Kentucky History January 18, 2023
There Are 3 Must-See Historic Landmarks In The Charming Town Of Bardstown, Kentucky
Bardstown, Kentucky, located roughly 45 minutes south of the state’s largest city, Louisville, is perhaps best known for its bourbon, the town playing host to 11 distilleries within 16 miles of its downtown. While an opportunity to taste the state’s famed beverage is as good a reason as any to visit this central-Kentucky town there is a historic side to Bardstown that is often overshadowed by whiskey.

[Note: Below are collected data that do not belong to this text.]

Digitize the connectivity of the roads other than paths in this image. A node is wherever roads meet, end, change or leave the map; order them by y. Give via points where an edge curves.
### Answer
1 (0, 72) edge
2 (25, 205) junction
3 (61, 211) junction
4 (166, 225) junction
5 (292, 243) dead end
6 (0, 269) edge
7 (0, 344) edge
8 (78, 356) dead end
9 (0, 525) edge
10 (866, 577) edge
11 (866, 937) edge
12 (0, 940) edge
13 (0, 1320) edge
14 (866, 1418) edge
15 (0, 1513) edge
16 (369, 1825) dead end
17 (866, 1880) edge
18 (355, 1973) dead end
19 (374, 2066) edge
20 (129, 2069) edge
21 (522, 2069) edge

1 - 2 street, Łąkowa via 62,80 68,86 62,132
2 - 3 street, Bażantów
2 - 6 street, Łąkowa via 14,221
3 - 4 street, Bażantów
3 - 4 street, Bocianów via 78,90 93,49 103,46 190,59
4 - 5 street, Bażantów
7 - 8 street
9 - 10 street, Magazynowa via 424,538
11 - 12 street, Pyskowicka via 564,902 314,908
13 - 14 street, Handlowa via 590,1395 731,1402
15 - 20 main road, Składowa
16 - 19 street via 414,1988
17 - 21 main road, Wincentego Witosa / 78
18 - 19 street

The town – especially its aptly named Historic District, which lays claim to 279 properties on the National Register of Historic Places – is an absolute treasure trove of properties with historical significance ranging from churches to mansions and taverns. This town truly has something for everyone in your group – from amazing centuries-old paintings to antebellum history and interesting stories of famous visitors from centuries past.
1. Basilica of St. Joseph Proto-Cathedral
The Basilica of Saint Joseph Proto-Cathedral was built between 1816 and 1823 as the first Catholic cathedral west of the Allegheny Mountains and is perhaps most famous for the multiple Christian-themed paintings hanging on its walls. Donated by several wealthy or influential individuals - including Pope Leo XII and Louis-Philippe, the exiled French monarch - these pieces include works by such masters as Anthony van Dyck and Jan van Eyck.
Of particular interest is “The Martyrdom of St. Bartholomew,” painted by Italian artist Mattia Preti and donated by King Francis I of The Two Sicilies. This painting, which after years of neglect and poor restoration work, was properly restored over a two-year period and returned to its place in the basilica. Saint Joseph, due to the prominence of the paintings within it, will likely appeal most to those travelers interested in art or art history.
Basilica of Saint Joseph Proto-Cathedral, 310 W Stephen Foster Ave, Bardstown, KY 40004, USA
To reach this site from the town’s visitor center head southwest toward Court Square and after 49 feet exit the traffic circle onto West Stephen Foster Avenue. After 0.3 miles the basilica will be on your right. It should be noted that the basilica is exclusively open for Mass on the weekend. If they wish to view the paintings, visitors must go anytime between 9 a.m. and 4 p.m. Monday to Friday. There is no cost to visit the basilica but donations are appreciated.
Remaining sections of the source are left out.